Al fin no pude más y me dejé caer, creo que quedé inconsciente por un instante, pero ni de eso estoy seguro, cerré los ojos y me sentía dando vueltas, no pude resistirme y lloré; hacia tiempo que no lo hacía y ahora era un llanto lento, casi forzado, a causa de mi estado.Cuando abrí los ojos observé mis manos un largo rato y traté de incorporarme, recién en ese momento me pregunté dónde estaba, miré a mi alrededor pero no reconocía el lugar. Había algo muy extraño: ninguna persona, ningún cartel que indicara la calle, nada. ¿Cómo había llegado a tal lugar?
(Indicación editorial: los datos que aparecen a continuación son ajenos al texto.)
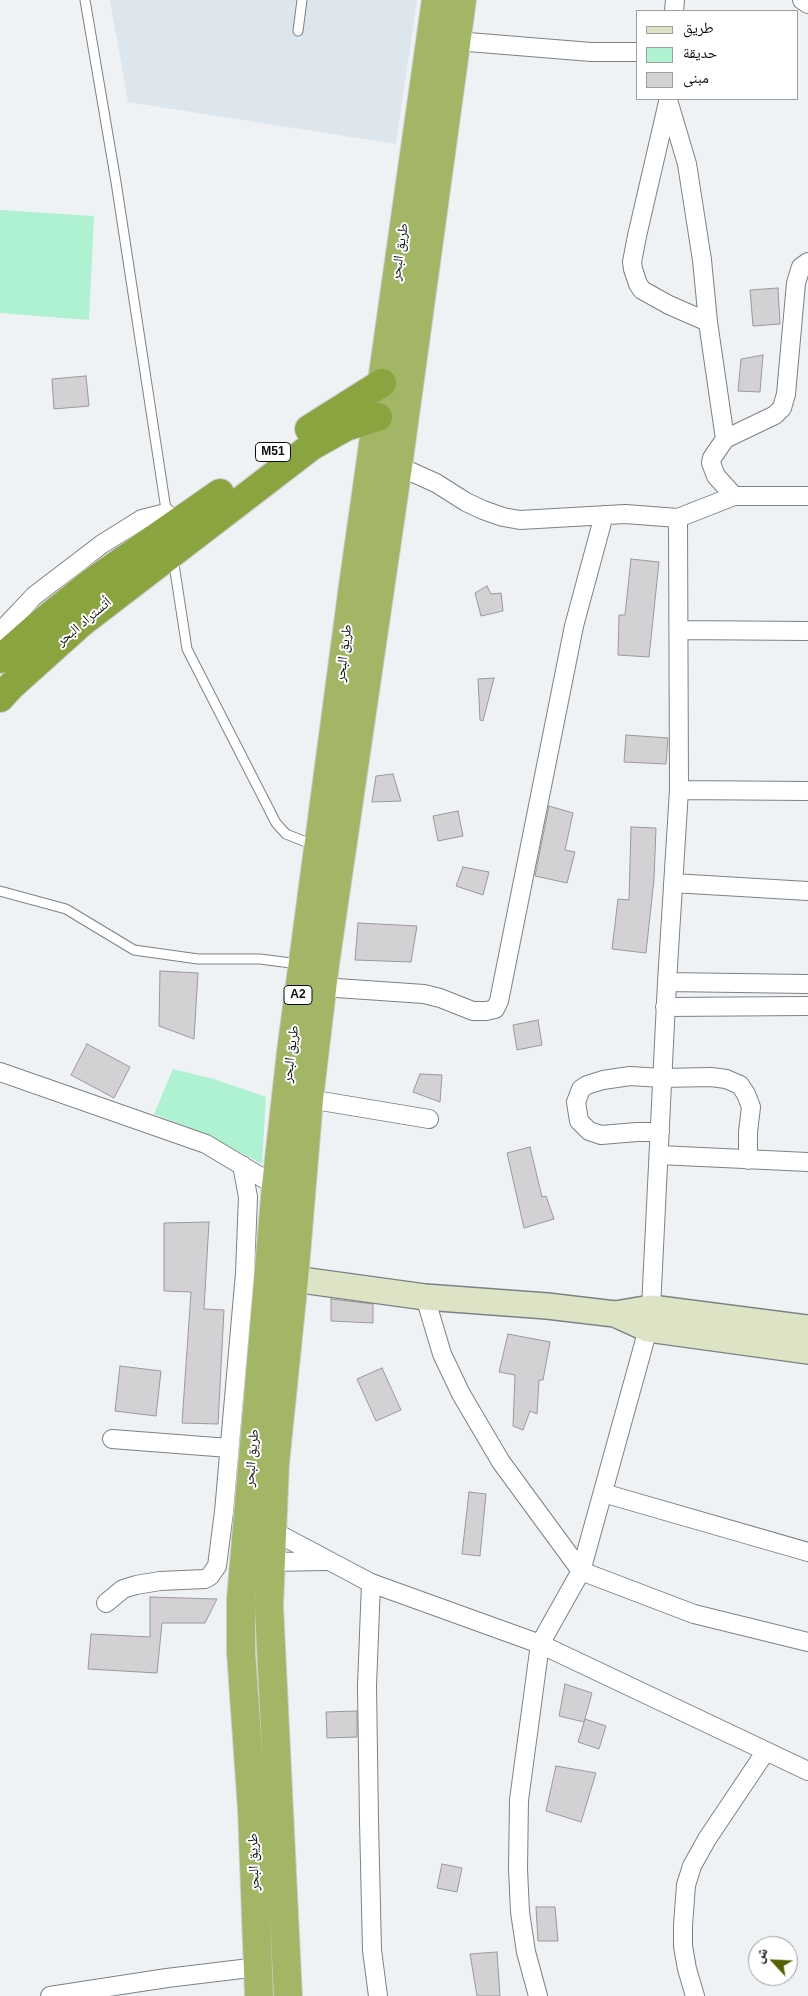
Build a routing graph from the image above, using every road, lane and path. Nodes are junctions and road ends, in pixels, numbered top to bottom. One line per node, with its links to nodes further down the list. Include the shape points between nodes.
1 (85, 0): 23 (lane)
2 (302, 0): 7 (lane)
3 (436, 0): 12 (highway, طريق البحر / A2)
4 (462, 0): 8 (highway, طريق البحر / A2)
5 (802, 0): 6 (street)
6 (808, 4)
7 (298, 31)
8 (456, 41): 9 (street, via 591,52); 13 (highway, طريق البحر / A2)
9 (636, 52)
10 (668, 100): 14 (street, via 687,164); 14 (street, via 637,236 633,270 642,290)
11 (808, 262): 17 (street, via 801,267 796,283 782,408 775,415)
12 (391, 308): 13 (highway); 15 (highway, طريق البحر / A2)
13 (419, 312): 16 (highway, طريق البحر / A2)
14 (708, 322): 17 (street)
15 (382, 383): 16 (highway, طريق البحر / A2); 23 (highway, M51, via 271,454)
16 (391, 419): 18 (highway, طريق البحر / A2); 23 (highway, via 346,427); 31 (highway, طريق البحر / A2, via 353,586)
17 (725, 439): 19 (street, via 711,463 716,476)
18 (398, 466): 21 (street, via 436,483 466,502 504,517 520,520); 38 (highway, طريق البحر / A2)
19 (734, 496): 20 (street); 22 (street)
20 (808, 496)
21 (604, 515): 22 (street, via 644,514); 38 (street, via 574,626 495,1009 473,1012 424,994)
22 (678, 518): 24 (street)
23 (170, 535): 26 (street, via 142,519 102,544 34,596); 27 (highway, أتستراد البحر / M51, via 92,582); 28 (highway, أتستراد البحر / M51); 31 (lane, via 187,650 276,823 286,834)
24 (679, 630): 25 (street); 29 (street)
25 (808, 630)
26 (0, 632)
27 (0, 659)
28 (6, 692)
29 (679, 790): 30 (street); 32 (street)
30 (808, 791)
31 (318, 847): 35 (highway, طريق البحر / A2)
32 (673, 883): 34 (street); 36 (street)
33 (0, 891): 35 (lane, via 66,909 134,950 198,959 260,959)
34 (808, 891)
35 (302, 964): 50 (highway, طريق البحر / A2)
36 (667, 982): 37 (street); 40 (street)
37 (808, 984)
38 (322, 987): 43 (highway, طريق البحر / A2)
39 (808, 1006): 40 (street)
40 (665, 1007): 42 (street)
41 (0, 1072): 49 (street, via 176,1132 206,1144)
42 (662, 1078): 45 (street); 45 (street, via 630,1076 604,1080 581,1089 576,1102 579,1121 601,1136); 47 (street, via 711,1077 740,1085 750,1107)
43 (309, 1099): 44 (street); 52 (highway, طريق البحر / A2)
44 (429, 1119)
45 (660, 1132): 46 (street)
46 (659, 1155): 47 (street); 54 (street)
47 (748, 1160): 48 (street)
48 (808, 1162)
49 (242, 1165): 50 (street); 51 (street)
50 (276, 1186): 51 (highway, طريق البحر / A2)
51 (259, 1244): 58 (street); 71 (highway, طريق البحر / A2, via 241,1599)
52 (294, 1279): 53 (main road); 60 (highway, طريق البحر / A2)
53 (425, 1297): 54 (main road); 64 (street, via 442,1354 461,1394 501,1462)
54 (650, 1318): 55 (main road); 56 (main road); 59 (street)
55 (808, 1328)
56 (808, 1351)
57 (112, 1439): 58 (street)
58 (229, 1448): 66 (street, via 220,1550 214,1573 205,1579 160,1581 130,1587)
59 (603, 1493): 61 (street); 64 (street)
60 (271, 1530): 62 (street); 63 (highway, طريق البحر / A2)
61 (808, 1552)
62 (327, 1561): 63 (street); 65 (street)
63 (270, 1562): 74 (highway, طريق البحر / A2, via 268,1606)
64 (582, 1571): 67 (street, via 694,1614); 68 (street)
65 (371, 1583): 68 (street); 75 (street, via 367,1686 368,1822 372,1950)
66 (106, 1603)
67 (808, 1642)
68 (540, 1644): 69 (street); 76 (street, via 519,1800 518,1869 526,1952)
69 (766, 1751): 70 (street); 77 (street, via 707,1839 686,1884 683,1946)
70 (808, 1771)
71 (258, 1967): 72 (street); 73 (highway, طريق البحر / A2)
72 (50, 1996)
73 (259, 1996)
74 (288, 1996)
75 (378, 1996)
76 (538, 1996)
77 (696, 1996)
Logré pararme y, aunque mareado, comencé a caminar.  Ya era de noche, aunque no sé en que momento oscureció. De repente unas sombras con forma humana comenzaron a aparecer por todos lados y a acercarse a mí, sentí que alguien me atrapaba por detrás, los hombres de adelante comenzaron a golpearme y ahí sí, estoy seguro, me desmayé.

Corrí, corrí desesperado; debí haber corrido unos veinte minutos, pero no pude más y caí. Unos hombres se acercaron ¿eran los mismos de las veces anteriores?. Creo haber quedado inconsciente en ese momento. Desperté en una habitación, seguía mareado a pesar de estar acostado. De pronto algo me asustó: no sentí mis piernas, ¿me las habían cortado? ¿Cómo podría volver a correr?